▼
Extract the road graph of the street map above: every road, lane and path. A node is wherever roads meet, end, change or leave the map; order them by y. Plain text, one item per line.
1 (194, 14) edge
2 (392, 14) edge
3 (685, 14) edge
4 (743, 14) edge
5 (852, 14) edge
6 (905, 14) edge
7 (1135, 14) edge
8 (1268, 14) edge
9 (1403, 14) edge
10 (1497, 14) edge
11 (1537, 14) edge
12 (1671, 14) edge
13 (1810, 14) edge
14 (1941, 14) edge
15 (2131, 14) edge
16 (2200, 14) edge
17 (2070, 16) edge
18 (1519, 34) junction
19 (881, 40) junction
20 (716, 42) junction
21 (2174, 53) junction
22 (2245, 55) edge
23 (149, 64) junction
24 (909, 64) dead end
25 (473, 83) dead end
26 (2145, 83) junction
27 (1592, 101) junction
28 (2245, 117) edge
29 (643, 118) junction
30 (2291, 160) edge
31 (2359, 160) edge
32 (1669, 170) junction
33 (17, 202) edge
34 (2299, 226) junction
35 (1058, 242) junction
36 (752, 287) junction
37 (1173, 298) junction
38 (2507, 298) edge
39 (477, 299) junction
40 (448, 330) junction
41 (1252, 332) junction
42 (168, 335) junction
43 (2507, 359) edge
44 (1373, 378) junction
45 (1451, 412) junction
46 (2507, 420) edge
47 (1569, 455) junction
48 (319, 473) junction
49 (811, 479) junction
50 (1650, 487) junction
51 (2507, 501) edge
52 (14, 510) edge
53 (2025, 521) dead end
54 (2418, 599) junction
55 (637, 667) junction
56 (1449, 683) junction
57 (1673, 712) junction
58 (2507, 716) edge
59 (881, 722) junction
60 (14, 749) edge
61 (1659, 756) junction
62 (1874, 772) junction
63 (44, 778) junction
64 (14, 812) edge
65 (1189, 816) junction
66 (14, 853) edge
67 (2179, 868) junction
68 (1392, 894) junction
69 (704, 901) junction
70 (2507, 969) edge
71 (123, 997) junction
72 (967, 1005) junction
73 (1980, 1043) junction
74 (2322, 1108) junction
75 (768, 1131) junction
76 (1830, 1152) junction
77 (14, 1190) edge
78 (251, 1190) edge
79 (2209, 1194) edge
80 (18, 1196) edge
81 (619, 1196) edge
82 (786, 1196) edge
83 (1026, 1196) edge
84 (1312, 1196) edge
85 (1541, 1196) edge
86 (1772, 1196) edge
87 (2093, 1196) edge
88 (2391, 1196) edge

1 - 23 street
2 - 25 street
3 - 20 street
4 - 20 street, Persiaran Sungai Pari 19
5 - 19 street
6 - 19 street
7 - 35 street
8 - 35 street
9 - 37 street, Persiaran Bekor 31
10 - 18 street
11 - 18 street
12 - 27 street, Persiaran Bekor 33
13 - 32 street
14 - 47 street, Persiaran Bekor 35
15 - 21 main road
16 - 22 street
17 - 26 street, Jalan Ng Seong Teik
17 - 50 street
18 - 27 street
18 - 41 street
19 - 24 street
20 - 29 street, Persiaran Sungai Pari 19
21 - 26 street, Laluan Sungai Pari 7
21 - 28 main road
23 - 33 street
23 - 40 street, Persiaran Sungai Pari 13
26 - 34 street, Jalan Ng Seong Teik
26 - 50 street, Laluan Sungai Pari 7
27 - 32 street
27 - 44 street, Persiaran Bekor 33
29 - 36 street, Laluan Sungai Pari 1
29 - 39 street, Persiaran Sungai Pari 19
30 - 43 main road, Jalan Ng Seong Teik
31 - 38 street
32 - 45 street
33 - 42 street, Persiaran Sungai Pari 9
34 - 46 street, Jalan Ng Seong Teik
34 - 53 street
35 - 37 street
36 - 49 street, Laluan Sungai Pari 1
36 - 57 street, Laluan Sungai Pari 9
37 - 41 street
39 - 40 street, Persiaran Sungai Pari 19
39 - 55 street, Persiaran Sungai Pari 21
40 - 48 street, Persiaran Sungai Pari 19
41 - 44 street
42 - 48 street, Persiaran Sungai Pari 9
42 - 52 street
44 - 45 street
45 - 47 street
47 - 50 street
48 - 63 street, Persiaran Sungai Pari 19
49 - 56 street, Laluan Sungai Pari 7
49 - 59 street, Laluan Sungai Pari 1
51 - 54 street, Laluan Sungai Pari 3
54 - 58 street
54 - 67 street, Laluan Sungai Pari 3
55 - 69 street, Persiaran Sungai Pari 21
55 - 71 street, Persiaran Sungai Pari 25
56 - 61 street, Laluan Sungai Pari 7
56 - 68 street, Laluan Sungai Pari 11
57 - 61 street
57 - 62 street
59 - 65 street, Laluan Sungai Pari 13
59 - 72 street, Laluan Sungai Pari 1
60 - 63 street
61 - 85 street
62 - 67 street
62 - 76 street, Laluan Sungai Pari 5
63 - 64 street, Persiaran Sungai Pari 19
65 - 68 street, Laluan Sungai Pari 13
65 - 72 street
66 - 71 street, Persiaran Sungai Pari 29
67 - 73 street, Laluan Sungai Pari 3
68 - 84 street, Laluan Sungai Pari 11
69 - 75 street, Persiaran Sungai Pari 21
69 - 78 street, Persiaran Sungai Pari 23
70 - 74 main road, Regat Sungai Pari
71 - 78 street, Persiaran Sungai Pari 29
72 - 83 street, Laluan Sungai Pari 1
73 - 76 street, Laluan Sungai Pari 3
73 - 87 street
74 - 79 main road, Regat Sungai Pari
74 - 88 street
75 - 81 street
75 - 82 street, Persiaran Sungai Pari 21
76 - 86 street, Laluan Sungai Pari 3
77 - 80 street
▲
**WHAT IS EXPECTED:**
Copy the listing in full, and keep every word exactly as it is.

**SOLUTION TO THIS TASK:**
Extract the road graph of the street map above: every road, lane and path. A node is wherever roads meet, end, change or leave the map; order them by y. Plain text, one item per line.
1 (194, 14) edge
2 (392, 14) edge
3 (685, 14) edge
4 (743, 14) edge
5 (852, 14) edge
6 (905, 14) edge
7 (1135, 14) edge
8 (1268, 14) edge
9 (1403, 14) edge
10 (1497, 14) edge
11 (1537, 14) edge
12 (1671, 14) edge
13 (1810, 14) edge
14 (1941, 14) edge
15 (2131, 14) edge
16 (2200, 14) edge
17 (2070, 16) edge
18 (1519, 34) junction
19 (881, 40) junction
20 (716, 42) junction
21 (2174, 53) junction
22 (2245, 55) edge
23 (149, 64) junction
24 (909, 64) dead end
25 (473, 83) dead end
26 (2145, 83) junction
27 (1592, 101) junction
28 (2245, 117) edge
29 (643, 118) junction
30 (2291, 160) edge
31 (2359, 160) edge
32 (1669, 170) junction
33 (17, 202) edge
34 (2299, 226) junction
35 (1058, 242) junction
36 (752, 287) junction
37 (1173, 298) junction
38 (2507, 298) edge
39 (477, 299) junction
40 (448, 330) junction
41 (1252, 332) junction
42 (168, 335) junction
43 (2507, 359) edge
44 (1373, 378) junction
45 (1451, 412) junction
46 (2507, 420) edge
47 (1569, 455) junction
48 (319, 473) junction
49 (811, 479) junction
50 (1650, 487) junction
51 (2507, 501) edge
52 (14, 510) edge
53 (2025, 521) dead end
54 (2418, 599) junction
55 (637, 667) junction
56 (1449, 683) junction
57 (1673, 712) junction
58 (2507, 716) edge
59 (881, 722) junction
60 (14, 749) edge
61 (1659, 756) junction
62 (1874, 772) junction
63 (44, 778) junction
64 (14, 812) edge
65 (1189, 816) junction
66 (14, 853) edge
67 (2179, 868) junction
68 (1392, 894) junction
69 (704, 901) junction
70 (2507, 969) edge
71 (123, 997) junction
72 (967, 1005) junction
73 (1980, 1043) junction
74 (2322, 1108) junction
75 (768, 1131) junction
76 (1830, 1152) junction
77 (14, 1190) edge
78 (251, 1190) edge
79 (2209, 1194) edge
80 (18, 1196) edge
81 (619, 1196) edge
82 (786, 1196) edge
83 (1026, 1196) edge
84 (1312, 1196) edge
85 (1541, 1196) edge
86 (1772, 1196) edge
87 (2093, 1196) edge
88 (2391, 1196) edge

1 - 23 street
2 - 25 street
3 - 20 street
4 - 20 street, Persiaran Sungai Pari 19
5 - 19 street
6 - 19 street
7 - 35 street
8 - 35 street
9 - 37 street, Persiaran Bekor 31
10 - 18 street
11 - 18 street
12 - 27 street, Persiaran Bekor 33
13 - 32 street
14 - 47 street, Persiaran Bekor 35
15 - 21 main road
16 - 22 street
17 - 26 street, Jalan Ng Seong Teik
17 - 50 street
18 - 27 street
18 - 41 street
19 - 24 street
20 - 29 street, Persiaran Sungai Pari 19
21 - 26 street, Laluan Sungai Pari 7
21 - 28 main road
23 - 33 street
23 - 40 street, Persiaran Sungai Pari 13
26 - 34 street, Jalan Ng Seong Teik
26 - 50 street, Laluan Sungai Pari 7
27 - 32 street
27 - 44 street, Persiaran Bekor 33
29 - 36 street, Laluan Sungai Pari 1
29 - 39 street, Persiaran Sungai Pari 19
30 - 43 main road, Jalan Ng Seong Teik
31 - 38 street
32 - 45 street
33 - 42 street, Persiaran Sungai Pari 9
34 - 46 street, Jalan Ng Seong Teik
34 - 53 street
35 - 37 street
36 - 49 street, Laluan Sungai Pari 1
36 - 57 street, Laluan Sungai Pari 9
37 - 41 street
39 - 40 street, Persiaran Sungai Pari 19
39 - 55 street, Persiaran Sungai Pari 21
40 - 48 street, Persiaran Sungai Pari 19
41 - 44 street
42 - 48 street, Persiaran Sungai Pari 9
42 - 52 street
44 - 45 street
45 - 47 street
47 - 50 street
48 - 63 street, Persiaran Sungai Pari 19
49 - 56 street, Laluan Sungai Pari 7
49 - 59 street, Laluan Sungai Pari 1
51 - 54 street, Laluan Sungai Pari 3
54 - 58 street
54 - 67 street, Laluan Sungai Pari 3
55 - 69 street, Persiaran Sungai Pari 21
55 - 71 street, Persiaran Sungai Pari 25
56 - 61 street, Laluan Sungai Pari 7
56 - 68 street, Laluan Sungai Pari 11
57 - 61 street
57 - 62 street
59 - 65 street, Laluan Sungai Pari 13
59 - 72 street, Laluan Sungai Pari 1
60 - 63 street
61 - 85 street
62 - 67 street
62 - 76 street, Laluan Sungai Pari 5
63 - 64 street, Persiaran Sungai Pari 19
65 - 68 street, Laluan Sungai Pari 13
65 - 72 street
66 - 71 street, Persiaran Sungai Pari 29
67 - 73 street, Laluan Sungai Pari 3
68 - 84 street, Laluan Sungai Pari 11
69 - 75 street, Persiaran Sungai Pari 21
69 - 78 street, Persiaran Sungai Pari 23
70 - 74 main road, Regat Sungai Pari
71 - 78 street, Persiaran Sungai Pari 29
72 - 83 street, Laluan Sungai Pari 1
73 - 76 street, Laluan Sungai Pari 3
73 - 87 street
74 - 79 main road, Regat Sungai Pari
74 - 88 street
75 - 81 street
75 - 82 street, Persiaran Sungai Pari 21
76 - 86 street, Laluan Sungai Pari 3
77 - 80 street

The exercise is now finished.